Esas No: 2022/615
Karar No: 2022/4886
Karar Tarihi: 06.09.2022
Yargıtay 7. Hukuk Dairesi 2022/615 Esas 2022/4886 Karar Sayılı İlamı
7. Hukuk Dairesi 2022/615 E. , 2022/4886 K.Özet:
Davacı, Ilısu Barajı kamulaştırma alanı kapsamında kalan 125 parsel sayılı taşınmazdaki ev, garaj ve ağaçların kendisi tarafından meydana getirildiğini talep etmiş, ıslah dilekçesiyle de 124 parsel sayılı taşınmazdaki afet evi ve tuvalet hariç tüm muhdesatın kendisi tarafından meydana getirildiğinin tespitini istemiştir. Mahkeme davanın kısmen kabulüne karar vermiş, ancak Yargıtay 8. Hukuk Dairesi tarafından bozulmuştur. Bozmaya uygun şekilde verilen yeni kararda, 124 ve 125 parsel sayılı taşınmazdaki çardak, yer betonu, taş duvar ve ağaçlar yönünden davanın kabulüne hükmedilmiştir. Davalı Hazine ve ... vekilinin temyiz itirazları karşılanmamış, dava konusu olmayan hususların ıslah yoluyla dava konusu edilemeyeceği ve sökülebilir bir yapı niteliği taşıyan çardağın da incelenmeyip eksik karar verildiği belirtilerek karar bozulmuştur. İlgili kanun maddeleri:
- Kamulaştırma hukuki nedenine dayalı muhdesatın davacı tarafından meydana getirildiğinin tespiti talebi bütünleyici nitelikte olmayıp, teferruat nitelikteki eşyalar yönünden muhdesat aidiyeti davası açılamaz (Bu nitelikteki eşyalar yönünden eda davası açma hakkının bulunduğu hallerde bu davaya öncü olacak bir tespit davası açılmasında hukuki yarar bulunmaz.)

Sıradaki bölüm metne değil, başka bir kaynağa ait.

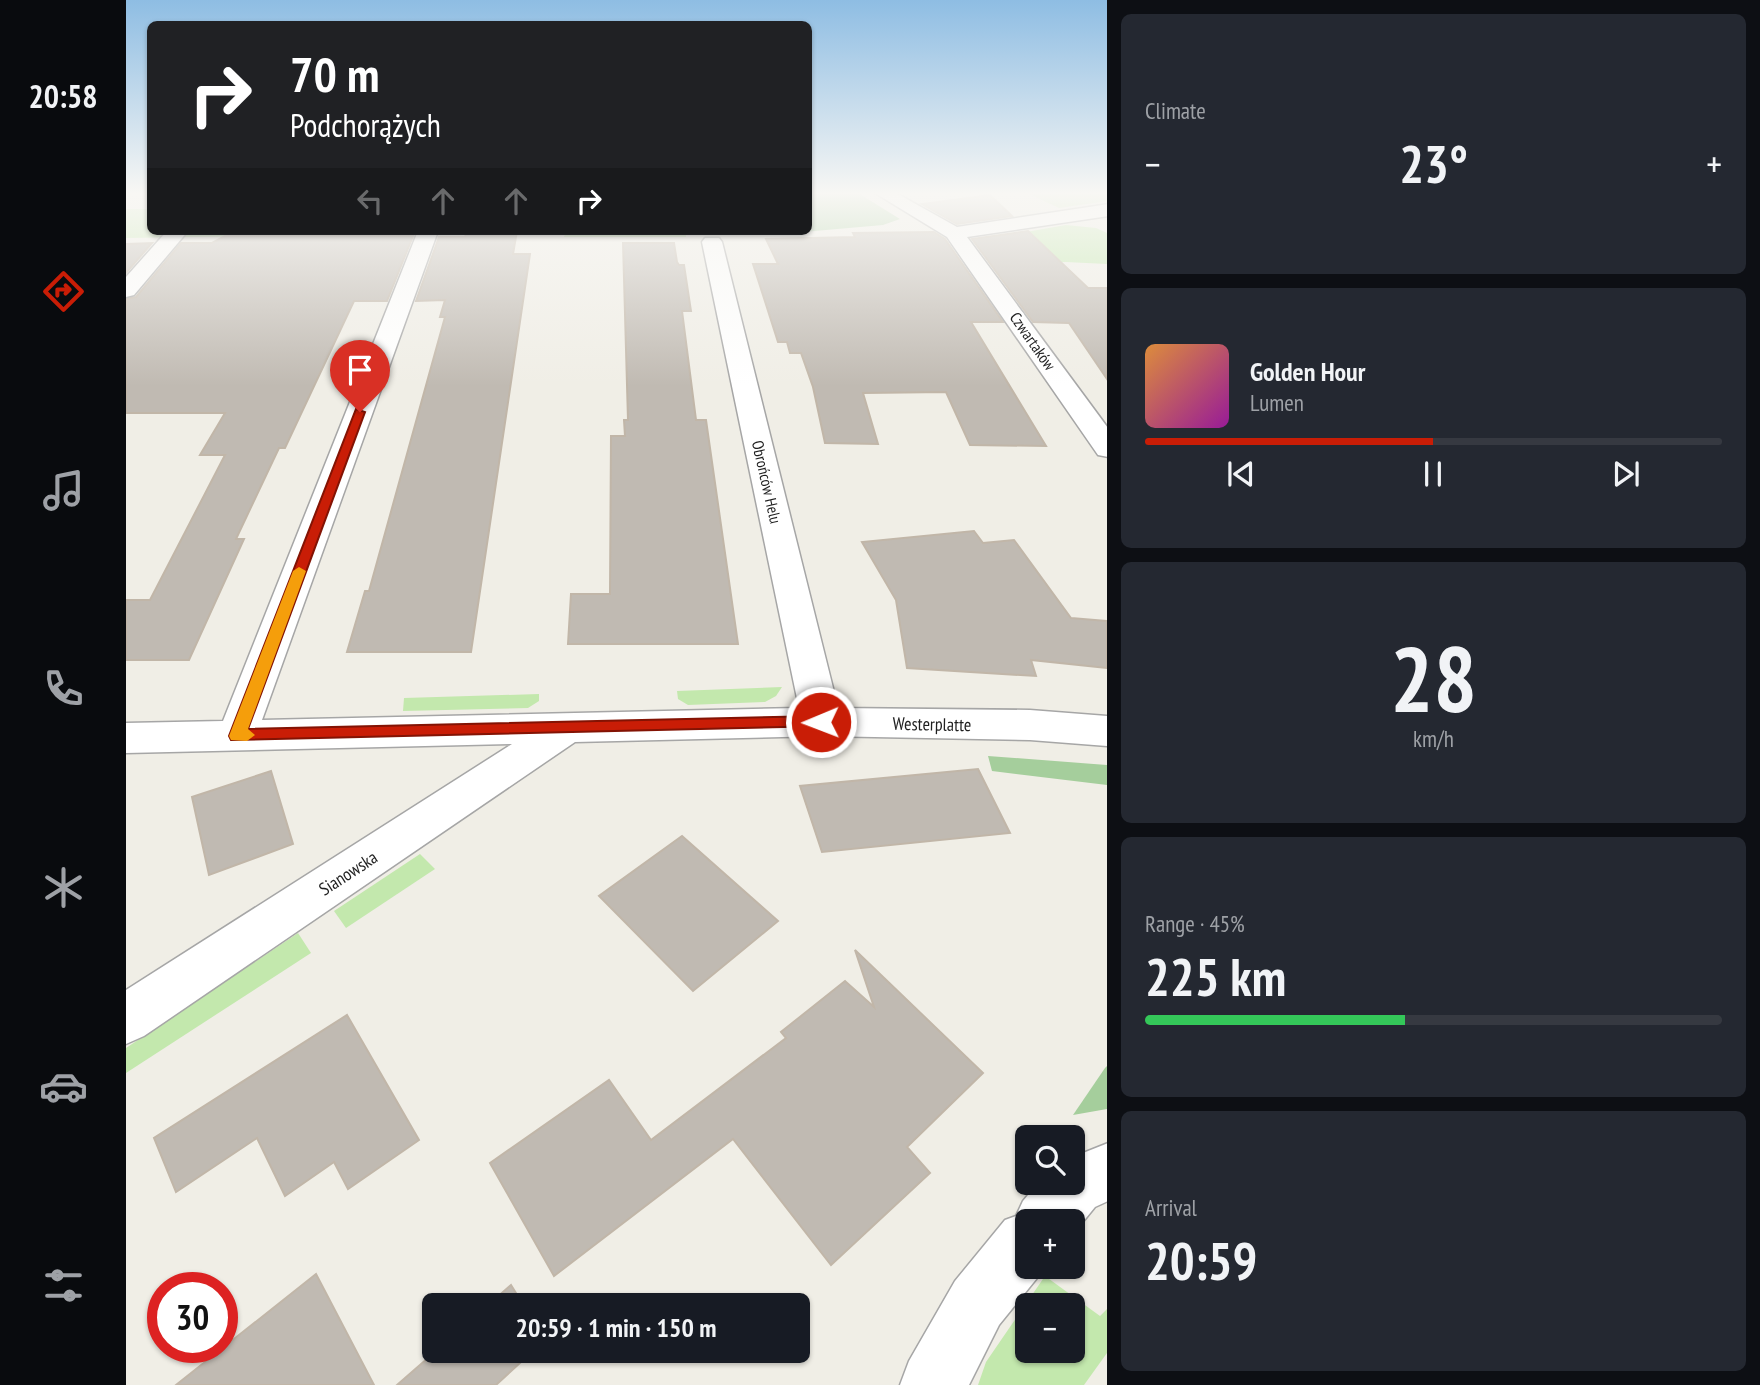 <!DOCTYPE html>
<html lang="en">
<head>
<meta charset="utf-8">
<style>
	body { margin:0; font-family:"PT Sans Narrow",sans-serif; background:#242831; color:#f1f3f6; height:100vh; display:flex; flex-direction:column; font-size:26px; white-space:nowrap }
	* { box-sizing:border-box; margin:0 }
	p { font-size:23px; color:#9ea1a6 }
	.icon { flex:none; width:38px; height:38px; fill:none; stroke:currentColor; stroke-width:2; stroke-linecap:round; stroke-linejoin:round }
	.map { position:relative; flex:1; overflow:hidden }
	.sheet { display:flex; flex-direction:column; gap:14px; padding:14px; background:#0d0f14; width:653px }
	.sheet>* { flex:none }
	.guide { position:absolute; left:21px; top:21px; width:665px; height:214px; border-radius:10px; box-shadow:0 2px 5px #0004; background:#202124; color:#fff; overflow:hidden }
	.controls { position:absolute; left:889px; top:1125px; display:grid; gap:14px }
	.controls a { display:grid; place-items:center; width:70px; height:70px; border-radius:10px; background:#171b24; box-shadow:0 2px 5px #0004; font-size:35px }
	.speed { position:absolute; left:21px; top:1272px; display:flex; gap:14px; font-size:35px; font-weight:700; text-align:center }
	.speed>* { display:grid; place-content:center; width:91px; height:91px; border-radius:50%; background:#171b24; box-shadow:0 2px 5px #0004; line-height:1 }
	.speed .limit { border:10px solid #d22; background:#fff; color:#111 }
	.pin { position:absolute; display:grid; place-items:center; width:60px; height:60px; color:#fff; margin:-72px -30px; border-radius:50% 50% 50% 0; rotate:-45deg; box-shadow:0 0 7px #0007 }
	.pin .icon { rotate:45deg }
	.me { position:absolute; width:77px; margin:-38px; rotate:269deg; stroke-linejoin:round; filter:drop-shadow(0 0 5px #0008) }
	.turn { display:flex; align-items:center; gap:24px; height:147px; padding:0 28px; font-size:32px }
	.turn .icon { width:91px; height:91px; stroke-width:2.5 }
	.turn b { display:block; font-size:49px; line-height:60px }
	.lanes { display:flex; align-items:center; height:66px; padding:0 28px; background:#0003; justify-content:center; gap:35px; direction:ltr }
	.lanes .off { opacity:.35 }
	.big { font-size:52px; font-weight:600; line-height:1.1 }
	.sheet .tile { flex:1; display:flex; flex-direction:column; justify-content:center; gap:10px; min-width:0; padding:0 24px; border-radius:10px; background:#242831 }
	.sheet .dial { align-items:center; gap:0 }
	.dial b { font-size:91px; line-height:1 }
	.song { display:flex; align-items:center; gap:21px }
	.cover { width:84px; height:84px; border-radius:10px; background:linear-gradient(135deg,hsl(30 70% 55%),hsl(300 70% 35%)) }
	.played { height:7px; border-radius:4px; background:linear-gradient(90deg,#c91d06 50%,#363941 50%) }
	.keys { display:flex; justify-content:space-around; direction:ltr }
	.heat { display:flex; justify-content:space-between; align-items:center; font-size:38px; direction:ltr }
	.charge { height:10px; border-radius:5px; background:linear-gradient(90deg,#34c759 45%,#363941 0) }
	.trip { position:absolute; left:296px; top:1293px; width:388px; height:70px; border-radius:10px; background:#171b24; box-shadow:0 2px 5px #0004; font-weight:600; line-height:70px; text-align:center }
	main { display:flex; flex:1; min-height:0 }
	.tab-bar { display:flex; flex-direction:column; width:126px; justify-content:space-around; align-items:center; background:#090b0e; color:#9ea1a6 }
	.tab-bar .icon { width:49px; height:49px }
	.tab-bar .current { color:#c91d06 }
	.tab-bar b { font-size:32px; color:#f1f3f6 }
	.map>svg:first-child { display:block }
	.grass { fill:#c3e8ad; fill-rule:evenodd }
	.forest { fill:#a5ce9c }
	.building { fill:#c0bab2; stroke:#c1b6a8; stroke-width:2 }
	.lines { fill:none; stroke-linecap:round; stroke-linejoin:round }
	.minor-casing { stroke:#a6a6a6; stroke-width:3 }
	.minor { fill:#fff; fill-rule:evenodd }
	.route { fill:#c91d06; stroke:#831304; stroke-width:2 }
	.slow { fill:#f59e0b }
	.labels { text-anchor:middle; dominant-baseline:central; stroke-width:5; stroke-linejoin:round; paint-order:stroke }
	.far-street-label { font-size:16px; fill:#1f1f1f; stroke:#fff }
	.street-label { font-size:18px; fill:#1f1f1f; stroke:#fff }
</style>
</head>
<body>
<main>
<nav class="tab-bar">
<b>20:58</b>
<svg class="icon current" aria-label="directions" viewBox="0 0 24 24"><path d="M12 3l9 9-9 9-9-9zM9 14v-3h6M13 9l2 2-2 2"/></svg>
<svg class="icon" aria-label="music" viewBox="0 0 24 24"><path d="M9 18V5l10-2v13"/><circle cx="6" cy="18" r="3"/><circle cx="16" cy="16" r="3"/></svg>
<svg class="icon" aria-label="phone" viewBox="0 0 24 24"><path d="M5 4h4l2 5-3 2q2 4 5 5l2-3 5 2v4C11 20 4 13 5 4z"/></svg>
<svg class="icon" aria-label="climate" viewBox="0 0 24 24"><path d="M12 3v18M4 7l16 10M4 17L20 7"/></svg>
<svg class="icon" aria-label="car" viewBox="0 0 24 24"><path d="M5 17H2v-5l4-1 3-4h7l3 4 3 1v5h-3M9 17h6M6 11h13"/><circle cx="7" cy="17" r="2"/><circle cx="17" cy="17" r="2"/></svg>
<svg class="icon" aria-label="filters" viewBox="0 0 24 24"><path d="M4 7h16M4 17h16"/><circle cx="9" cy="7" r="2"/><circle cx="15" cy="17" r="2"/></svg>
</nav>
<div class="map">
<svg width="982" height="1385" viewBox="0 0 982 1385">
	<rect width="100%" height="100%" fill="#f0eee6"/>
	<!-- grass -->
	<g class="grass">
		<path d="M901 193H981V201L933 208Z"/>
		<path d="M0 209H24V231H278L276 234 0 238Z"/>
		<path d="M940 225 970 228 981 233V264L940 262 882 265 865 238Z"/>
		<path d="M440 231H550L560 232V237H438Z"/>
		<path d="M656 687 650 696 639 702 562 705 552 699 551 691Z"/>
		<path d="M413 694V701L402 708 277 711 278 698Z"/>
		<path d="M294 854 309 869 220 928 208 911Z"/>
		<path d="M172 933 185 953 0 1073V1048Z"/>
		<path d="M919 1276 974 1316 981 1309V1353L958 1385H852L860 1362ZM901 1306H947V1351H901Z"/>
	</g>
	<!-- forest -->
	<g class="forest">
		<path d="M683 193H732L774 219 757 225 643 235 550 231H682Z"/>
		<path d="M862 756 981 765V785L866 771Z"/>
		<path d="M981 1066V1109L947 1115 979 1068Z"/>
	</g>
	<!-- building -->
	<g class="building">
		<path d="M864 195 886 216 831 224 796 204Z"/>
		<path d="M341 231H391L387 254H404L345 652H221L239 591H243L319 317H314L319 300 290 301 313 237H339Z"/>
		<path d="M902 231 962 288H981V379L943 323 907 322 846 239Z"/>
		<path d="M808 232 819 239 877 322H845L920 446 844 445 820 392 737 393 752 444 699 443 687 387 675 353H664L661 342H652L627 264H652L640 239 729 237 727 233Z"/>
		<path d="M196 235 287 236 261 301H228L159 448H153L110 539H118L63 660H0V600H24L99 455H74L99 413H0V299L10 297 55 243H86L99 236Z"/>
		<path d="M26 243 0 273V244Z"/>
		<path d="M497 243H548L551 262 553 265H558L565 311H556L570 420H580L612 644H442L445 594H484L485 436H499L498 420H502Z"/>
		<path d="M848 531 857 543 888 540 945 618 981 621V668L905 660 910 676 781 668 770 600 736 542Z"/>
		<path d="M852 769 884 833 696 852 674 786Z"/>
		<path d="M145 771 167 844 83 875 66 797Z"/>
		<path d="M556 836 652 921 567 991 473 896Z"/>
		<path d="M729 950 857 1073 781 1147 804 1173 705 1265 607 1139 428 1276 364 1163 483 1080 525 1140 660 1038 655 1032 719 981 748 1007Z"/>
		<path d="M221 1015 293 1140 222 1189 208 1162 159 1196 131 1138 50 1192 28 1138Z"/>
		<path d="M190 1274 248 1385H50Z"/>
		<path d="M385 1285 398 1306H361Z"/>
		<path d="M310 1351H407L370 1385H271Z"/>
	</g>
	<g class="lines">
		<defs>
			<g id="minor">
				<path d="M749 193H770L831 227 982 204V216L841 237 982 428V457L972 455 821 237Z"/>
				<path d="M41 231H62L8 295 0 297V277Z"/>
				<path d="M292 231H312L136 720 673 708 576 242 579 238H593L596 242 712 708 904 710 982 716V746L904 740 696 736 449 742 18 1036 0 1044V990L386 744 0 753V723L97 721Z"/>
				<path d="M982 1143V1201L969 1207 947 1234V1222H901V1267H920L873 1325 843 1385H774L783 1361 829 1281 879 1220 890 1216 897 1201 912 1183H947V1157Z"/>
			</g>
		</defs>
		<!-- minor casing -->
		<use href="#minor" class="minor-casing"/>
		<!-- minor -->
		<use href="#minor" class="minor"/>
	</g>
	<!-- sky -->
	<linearGradient id="sky" x2="0" y2="1"><stop stop-color="#8ebde3"/><stop offset="0.5" stop-color="#f8f7f4"/><stop offset="1" stop-color="#f8f7f4" stop-opacity="0"/></linearGradient>
	<rect width="982" height="386" fill="url(#sky)"/>
	<!-- route -->
	<path class="route" d="M230 409 239 412 122 729 695 716 701 718 704 722 701 726 105 740 103 736Z"/>
	<!-- slow -->
	<path class="slow" d="M173 567 180 571 122 729 129 735 121 741 105 740 103 736 167 571Z"/>
	<g class="labels">
		<!-- far-street labels -->
		<g class="far-street-label">
			<text transform="translate(907 341) rotate(55)">Czwartaków</text>
			<text transform="translate(641 482) rotate(77)">Obrońców Helu</text>
		</g>
		<!-- street labels -->
		<g class="street-label">
			<text transform="translate(806 724) rotate(1)">Westerplatte</text>
			<text transform="translate(222 873) rotate(-33)">Sianowska</text>
		</g>
	</g>
</svg>
<div class="controls">
<a><svg class="icon" aria-label="search" viewBox="0 0 24 24"><circle cx="10" cy="10" r="6"/><path d="M15 15l6 6"/></svg></a>
<a>+</a>
<a>−</a>
</div>
<div class="speed"><div class="limit">30</div></div>
<div class="pin" style="left:234px;top:412px;background:#d93025"><svg class="icon" aria-label="arrive" viewBox="0 0 24 24"><path d="M6 21V4h12l-3 4 3 4H6"/></svg></div>
<svg class="me" style="left:695px;top:722px" viewBox="-20 -20 40 40"><circle r="17" fill="#c91d06" stroke="#fff" stroke-width="3"/><path d="M0-11L8 9 0 5-8 9z" fill="#fff"/></svg>
<div class="trip">20:59 · 1 min · 150 m</div>
<div class="guide">
<div class="turn"><svg class="icon" aria-label="right" viewBox="0 0 24 24"><path d="M7 20v-9h11M14 6l5 5-5 5"/></svg><div><b>70 m</b>Podchorążych</div></div>
<div class="lanes"><svg class="icon off" aria-label="left" viewBox="0 0 24 24"><path d="M17 20v-9H6M10 6l-5 5 5 5"/></svg><svg class="icon off" aria-label="ahead" viewBox="0 0 24 24"><path d="M12 20V5M6 11l6-6 6 6"/></svg><svg class="icon off" aria-label="ahead" viewBox="0 0 24 24"><path d="M12 20V5M6 11l6-6 6 6"/></svg><svg class="icon" aria-label="right" viewBox="0 0 24 24"><path d="M7 20v-9h11M14 6l5 5-5 5"/></svg></div>
</div>
</div>
<section class="sheet">
<div class="tile"><p>Climate</p>
<div class="heat"><a>−</a><b class="big">23°</b><a>+</a></div>
</div>
<div class="tile">
<div class="song"><i class="cover"></i><div><b>Golden Hour</b><p>Lumen</p></div></div>
<div class="played"></div>
<div class="keys"><svg class="icon" aria-label="previous" viewBox="0 0 24 24"><path d="M18 5L8 12l10 7zM5 5v14"/></svg><svg class="icon" aria-label="pause" viewBox="0 0 24 24"><path d="M8 5v14M16 5v14"/></svg><svg class="icon" aria-label="next" viewBox="0 0 24 24"><path d="M6 5l10 7-10 7zM19 5v14"/></svg></div>
</div>
<div class="tile dial"><b>28</b><p>km/h</p></div>
<div class="tile"><p>Range · 45%</p><b class="big">225 km</b><div class="charge"></div></div>
<div class="tile"><p>Arrival</p><b class="big">20:59</b></div>
</section>
</main>
</body>
</html>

- Islahla kastedilen, dava konusu edilen hususların genişletilmesi veya değiştirilmesidir. Dava konusu edilmeyen bir hususun ıslah yoluyla davaya ithaline ve dava konusu haline getirilmesine yasal olanak bulunmamaktadır.
"İçtihat Metni"
MAHKEMESİ :Asliye Hukuk Mahkemesi
Davacı tarafından, davalılar aleyhine 30/01/2014 gününde verilen dilekçe ile muhdesatın tespiti talebi üzerine yapılan duruşma sonunda; davanın kısmen kabulüne dair verilen 14/10/2021 günlü hükmün Yargıtayca incelenmesi davalı Hazine ve ... vekili tarafından istenilmekle süresinde olduğu anlaşılan temyiz dilekçesinin kabulüne karar verildikten sonra dosya ve içerisindeki bütün kağıtlar incelenerek gereği düşünüldü:
K A R A R
I. DAVA
Davacı vekili dava dilekçesinde; Ilısu Barajı kamulaştırma alanı kapsamında kalan 125 parsel sayılı taşınmazdaki ev, garaj ve ağaçların davacı tarafından meydana getirildiğinin tespitini, 25.11.2015 tarihli ıslah dilekçesi ile, 124 ve 125 parsel sayılı taşınmaz üzerindeki afet evi ve tuvalet hariç tüm muhdesatın davacı tarafından meydana getirildiğinin tespitini talep etmiştir.
II. CEVAP
Davalı Hazine ile ... vekili, davanın reddini savunmuş, ıslah dilekçesine karşı sundukları beyan dilekçesinde, ıslahla davaya yeni talep eklenemeyeceğini, davanın genişletilmesine muvafakatlerinin olmadığını belirtmiştir.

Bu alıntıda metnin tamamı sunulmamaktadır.